Ahmad al-Tijani emigrated from Algeria to Fez in 1789. There, he was given a house by the Alawi sultan Moulay Slimane. Initially, he used this house as a venue for the rituals of his order and its followers. When he decided to build the zawiya, he and his companions looked for a suitable location in Fez. They decided on a ruined, abandoned building in the Al-Blida neighborhood, then known as Al-Dardas. A man known as Sidi al-Lahbi had already built a zawiya there. Al-Tijani purchased the land with his own money, which was considered halal. He also received financial support from the Alawi sultan Moulay Slimane. Some of the population of Fez were hostile to him and tried to prevent the construction, until the sultan intervened to allow it to proceed.

Construction began in 1800, specifically the month of Rabi' al-Awwal in 1215 AH in the Islamic calendar. When al-Tijani died in 1815 he was buried in a mausoleum inside the zawiya, which has since been expanded. After this, strangers were not allowed to visit zawiya and no other burials were permitted at the same site. His companions paid for a marble cenotaph and inscribed it with a quote by al-Tijani, reportedly saying that anybody else buried there would go to hell. The cenotaph is located in the central area, in front of the old entrance.

The zawiya in its initial form consisted of two spaces: the mausoleum, extending to the current minaret, and another space extending to Bab al-Jiyad. The zawiya would later be extended to the Laranga Mosque on one side and to Darb Janiara on the other, with eight doors added. Al-Tijani's followers claimed that he had predicted this expansion during his lifetime.

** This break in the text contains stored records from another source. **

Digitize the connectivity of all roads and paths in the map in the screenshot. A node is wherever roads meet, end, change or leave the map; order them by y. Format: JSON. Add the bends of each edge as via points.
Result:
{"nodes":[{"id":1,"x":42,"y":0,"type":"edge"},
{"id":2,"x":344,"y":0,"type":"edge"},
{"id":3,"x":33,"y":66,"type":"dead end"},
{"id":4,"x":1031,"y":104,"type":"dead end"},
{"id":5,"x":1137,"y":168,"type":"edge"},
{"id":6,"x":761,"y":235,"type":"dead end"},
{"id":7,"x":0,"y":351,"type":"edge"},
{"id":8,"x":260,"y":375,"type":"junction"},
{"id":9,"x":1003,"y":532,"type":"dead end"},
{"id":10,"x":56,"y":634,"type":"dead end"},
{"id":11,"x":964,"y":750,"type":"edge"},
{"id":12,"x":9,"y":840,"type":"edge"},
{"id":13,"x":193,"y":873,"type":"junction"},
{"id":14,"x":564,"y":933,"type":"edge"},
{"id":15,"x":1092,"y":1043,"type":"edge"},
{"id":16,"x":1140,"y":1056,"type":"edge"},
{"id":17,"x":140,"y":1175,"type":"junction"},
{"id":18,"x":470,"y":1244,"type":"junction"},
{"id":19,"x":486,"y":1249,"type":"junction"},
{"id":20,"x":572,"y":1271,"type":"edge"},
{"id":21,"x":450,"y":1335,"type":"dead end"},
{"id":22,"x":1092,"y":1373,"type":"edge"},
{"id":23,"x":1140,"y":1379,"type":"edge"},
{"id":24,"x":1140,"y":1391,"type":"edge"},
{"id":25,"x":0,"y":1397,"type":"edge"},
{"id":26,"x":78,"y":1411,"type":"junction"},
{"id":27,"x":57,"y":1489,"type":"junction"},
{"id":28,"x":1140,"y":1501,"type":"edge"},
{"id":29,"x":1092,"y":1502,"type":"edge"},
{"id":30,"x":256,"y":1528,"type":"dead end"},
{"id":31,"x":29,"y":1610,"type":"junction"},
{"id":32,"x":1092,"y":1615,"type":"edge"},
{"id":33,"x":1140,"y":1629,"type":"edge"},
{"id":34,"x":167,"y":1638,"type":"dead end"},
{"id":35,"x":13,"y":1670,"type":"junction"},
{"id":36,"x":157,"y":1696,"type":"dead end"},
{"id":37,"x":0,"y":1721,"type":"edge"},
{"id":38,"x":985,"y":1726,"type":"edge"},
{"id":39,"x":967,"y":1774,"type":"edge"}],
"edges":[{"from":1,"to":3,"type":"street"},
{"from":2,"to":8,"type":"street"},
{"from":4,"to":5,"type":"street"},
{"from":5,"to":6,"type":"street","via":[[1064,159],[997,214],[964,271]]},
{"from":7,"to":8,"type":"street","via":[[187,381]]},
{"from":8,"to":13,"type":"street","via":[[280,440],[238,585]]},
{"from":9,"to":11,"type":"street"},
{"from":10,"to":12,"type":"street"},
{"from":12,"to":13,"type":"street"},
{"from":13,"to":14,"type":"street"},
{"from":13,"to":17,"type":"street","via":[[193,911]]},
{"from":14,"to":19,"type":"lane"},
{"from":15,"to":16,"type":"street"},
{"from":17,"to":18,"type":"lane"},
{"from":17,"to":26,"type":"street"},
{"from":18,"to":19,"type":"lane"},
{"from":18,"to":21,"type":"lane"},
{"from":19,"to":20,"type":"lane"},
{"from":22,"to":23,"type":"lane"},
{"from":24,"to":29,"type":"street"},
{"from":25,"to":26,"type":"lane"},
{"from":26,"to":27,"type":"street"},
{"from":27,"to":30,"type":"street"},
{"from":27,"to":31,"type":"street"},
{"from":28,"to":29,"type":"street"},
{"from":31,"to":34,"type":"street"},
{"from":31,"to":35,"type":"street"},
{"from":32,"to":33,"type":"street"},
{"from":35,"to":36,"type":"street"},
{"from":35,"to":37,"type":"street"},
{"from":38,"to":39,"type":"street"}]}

Due to its spiritual and political importance, the sultans of Morocco patronized the zawiya, sponsoring its maintenance and some expansions. These included additions to the courtyard, decorating the mausoleum and minaret with green tiles, and inscriptions containing verses of prophetic praise. In 1881, a new mihrab was added. In 1895, a new public fountain (saqayya) and entrance gate were built. In 1901, some new decorations and inscriptions were added to the wall in front of the tomb. In 1903, a space accommodating pilgrims on the ziyarat was built.

The zawiya was one of several in Fez that (at least prior to colonial rule), had the status of a sanctuary where Muslims could request asylum. It also possessed a significant library.

Since 2007, the zawiya has periodically hosted an international forum for the Tijaniyya order, which in 2014 included Sufis affiliated with the order from 47 countries.

== Architecture ==
The complex is distinguishable by its highly ornamented street facade and a minaret decorated with turquoise tiles.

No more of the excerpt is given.